「……いつから盗み聞きなんて趣味を持ったの」

 女子には気付かれなかったけど、近江にはバレた。

「飲み物を買いに来ただけで、別に盗み聞きしたかったわけじゃ……」

 出てきたのは言い訳じみた言葉。
 我ながら情けない。

 近江はそんな俺に呆れたのか、ため息をついた。

「そういうことにしておくよ。じゃあね」
「あ、ちょっと……」

 俺は咄嗟に近江を引き止めた。
 振り向いた近江が、どこか不機嫌そうに見えてしまう。

「ジュース奢るからさ……ちょっと付き合ってくんね?」
「……すぐ終わらせてよ?」

 俺は近江と自分のジュースを買い、自販機のそばにある階段の、近江より低い位置に座った。

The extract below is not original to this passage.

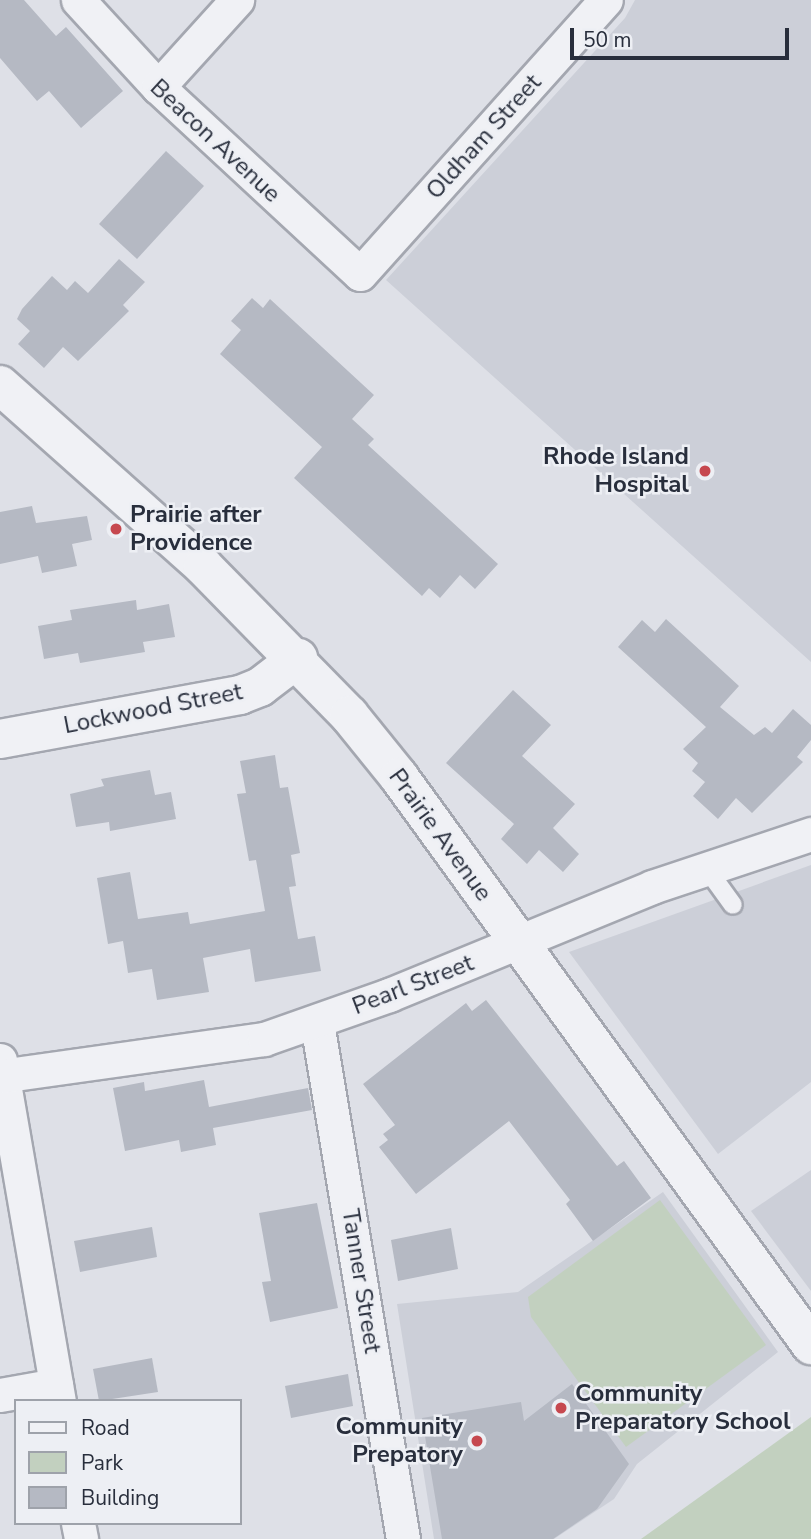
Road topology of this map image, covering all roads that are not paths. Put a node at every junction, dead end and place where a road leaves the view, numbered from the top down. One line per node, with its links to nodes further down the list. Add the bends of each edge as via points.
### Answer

 どう切り出せばいいのかわからなくて、無言になってしまう。

「それで? どうかしたの?」

 しびれを切らした近江が聞いてくれた。

「いや……なんて言うか、そういえば近江って人気だったな、と」

 けれど、俺はまったく無関係のことを言ってしまった。
 若干、自己嫌悪に陥る。

「最近は減ってきてるけどね。みんな飽きてきちゃってるんじゃないかな」

 それでも告白されるのだから、やっぱり人気なんだと思う。

 少しずつペットボトルの中身を減らし、本題に入る。